#### [Task requirements]
Once you reach the line that holds "<< /PageSize [2198 683] >> setpagedevice" in the listing below, output it and every line after it through the line that holds "0 683 translate 1 -1 scale", word for word.

[Information provided — start]

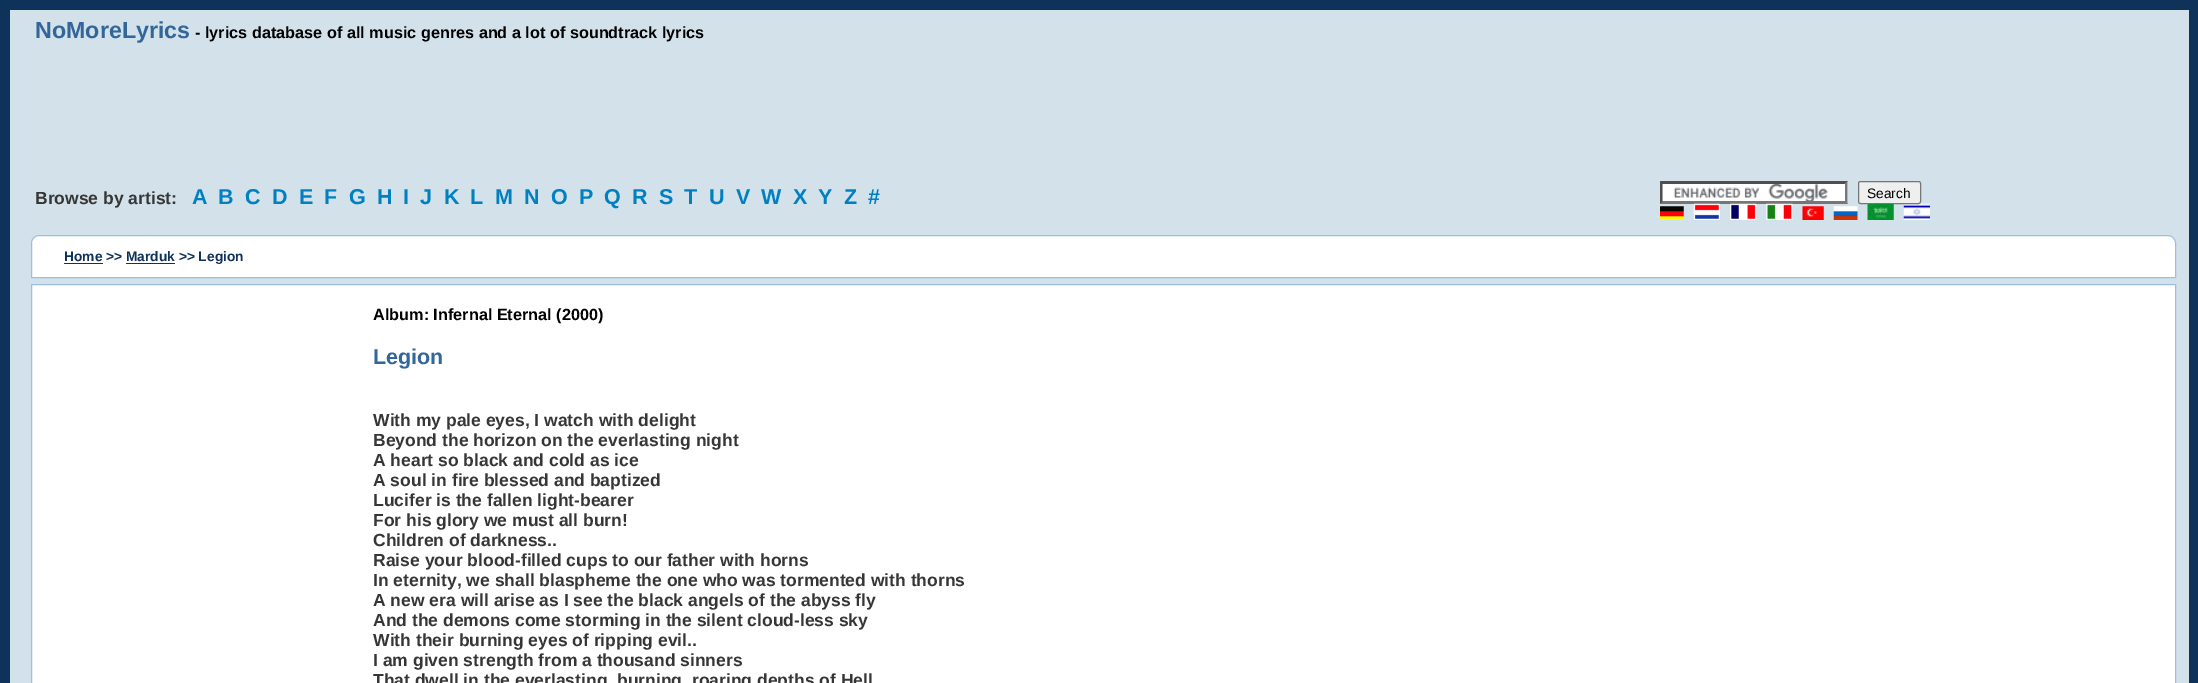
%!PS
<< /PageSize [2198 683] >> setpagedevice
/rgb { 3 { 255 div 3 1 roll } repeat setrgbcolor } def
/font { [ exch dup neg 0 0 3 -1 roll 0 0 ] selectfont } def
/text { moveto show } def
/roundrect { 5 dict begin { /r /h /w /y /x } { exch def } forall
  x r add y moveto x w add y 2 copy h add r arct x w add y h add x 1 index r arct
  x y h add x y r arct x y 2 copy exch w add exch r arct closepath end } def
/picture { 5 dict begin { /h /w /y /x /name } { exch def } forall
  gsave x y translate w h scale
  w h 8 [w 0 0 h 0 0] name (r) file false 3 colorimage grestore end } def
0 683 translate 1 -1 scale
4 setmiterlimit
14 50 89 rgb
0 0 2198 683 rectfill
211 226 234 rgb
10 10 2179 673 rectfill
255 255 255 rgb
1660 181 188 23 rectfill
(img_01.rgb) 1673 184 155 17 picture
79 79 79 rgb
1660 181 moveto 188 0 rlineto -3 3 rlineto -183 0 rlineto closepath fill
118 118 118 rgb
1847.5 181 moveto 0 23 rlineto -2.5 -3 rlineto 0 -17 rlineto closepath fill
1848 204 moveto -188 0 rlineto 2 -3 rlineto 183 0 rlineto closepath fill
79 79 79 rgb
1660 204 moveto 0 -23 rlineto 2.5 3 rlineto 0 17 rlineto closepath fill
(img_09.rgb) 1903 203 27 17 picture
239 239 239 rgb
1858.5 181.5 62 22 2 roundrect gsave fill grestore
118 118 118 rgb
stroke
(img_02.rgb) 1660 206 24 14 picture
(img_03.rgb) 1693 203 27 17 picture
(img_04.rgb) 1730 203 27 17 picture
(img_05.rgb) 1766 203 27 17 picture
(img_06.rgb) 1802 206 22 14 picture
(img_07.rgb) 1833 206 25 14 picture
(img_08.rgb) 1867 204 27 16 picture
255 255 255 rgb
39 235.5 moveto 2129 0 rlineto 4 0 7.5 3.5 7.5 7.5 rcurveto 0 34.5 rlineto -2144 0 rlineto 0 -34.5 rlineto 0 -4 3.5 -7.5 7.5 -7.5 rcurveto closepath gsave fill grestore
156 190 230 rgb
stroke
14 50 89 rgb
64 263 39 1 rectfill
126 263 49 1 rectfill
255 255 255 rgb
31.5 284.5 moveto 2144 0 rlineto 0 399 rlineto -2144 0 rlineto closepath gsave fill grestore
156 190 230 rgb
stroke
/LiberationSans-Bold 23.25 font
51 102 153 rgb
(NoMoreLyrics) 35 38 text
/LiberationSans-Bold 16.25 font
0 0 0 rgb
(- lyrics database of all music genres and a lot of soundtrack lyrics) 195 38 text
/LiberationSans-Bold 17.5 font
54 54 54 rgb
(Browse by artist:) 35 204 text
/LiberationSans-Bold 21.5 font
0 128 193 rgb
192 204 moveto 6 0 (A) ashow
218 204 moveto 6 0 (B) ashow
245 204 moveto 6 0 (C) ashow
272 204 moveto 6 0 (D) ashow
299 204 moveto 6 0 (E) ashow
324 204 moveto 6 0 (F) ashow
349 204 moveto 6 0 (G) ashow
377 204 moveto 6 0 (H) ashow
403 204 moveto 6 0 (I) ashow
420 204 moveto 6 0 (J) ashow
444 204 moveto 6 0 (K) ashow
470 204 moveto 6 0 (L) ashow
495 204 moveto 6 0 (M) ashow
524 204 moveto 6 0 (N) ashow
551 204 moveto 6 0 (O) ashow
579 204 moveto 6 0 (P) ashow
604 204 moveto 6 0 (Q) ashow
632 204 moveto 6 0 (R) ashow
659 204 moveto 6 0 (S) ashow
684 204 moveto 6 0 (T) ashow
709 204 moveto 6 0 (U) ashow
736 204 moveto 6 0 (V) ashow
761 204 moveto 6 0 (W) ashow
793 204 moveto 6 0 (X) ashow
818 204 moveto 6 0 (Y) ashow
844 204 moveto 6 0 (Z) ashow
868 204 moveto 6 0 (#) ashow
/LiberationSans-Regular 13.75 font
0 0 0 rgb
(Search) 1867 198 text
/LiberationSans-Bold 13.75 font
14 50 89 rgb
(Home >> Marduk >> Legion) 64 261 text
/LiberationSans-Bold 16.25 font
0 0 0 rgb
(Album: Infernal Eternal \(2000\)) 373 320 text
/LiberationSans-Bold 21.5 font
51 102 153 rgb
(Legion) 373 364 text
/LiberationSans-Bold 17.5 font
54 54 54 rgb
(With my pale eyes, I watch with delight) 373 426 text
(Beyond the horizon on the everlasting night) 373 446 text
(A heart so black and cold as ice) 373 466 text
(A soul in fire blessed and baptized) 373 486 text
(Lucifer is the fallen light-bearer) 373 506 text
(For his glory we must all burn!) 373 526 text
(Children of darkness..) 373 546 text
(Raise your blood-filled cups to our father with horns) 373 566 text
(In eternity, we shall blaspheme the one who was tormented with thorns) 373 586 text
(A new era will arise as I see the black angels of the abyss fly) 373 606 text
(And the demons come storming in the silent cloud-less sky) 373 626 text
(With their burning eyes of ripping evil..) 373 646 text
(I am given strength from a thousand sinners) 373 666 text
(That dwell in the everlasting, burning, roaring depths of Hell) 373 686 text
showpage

[Information provided — finish]

#### [Answer area]
<< /PageSize [2198 683] >> setpagedevice
/rgb { 3 { 255 div 3 1 roll } repeat setrgbcolor } def
/font { [ exch dup neg 0 0 3 -1 roll 0 0 ] selectfont } def
/text { moveto show } def
/roundrect { 5 dict begin { /r /h /w /y /x } { exch def } forall
  x r add y moveto x w add y 2 copy h add r arct x w add y h add x 1 index r arct
  x y h add x y r arct x y 2 copy exch w add exch r arct closepath end } def
/picture { 5 dict begin { /h /w /y /x /name } { exch def } forall
  gsave x y translate w h scale
  w h 8 [w 0 0 h 0 0] name (r) file false 3 colorimage grestore end } def
0 683 translate 1 -1 scale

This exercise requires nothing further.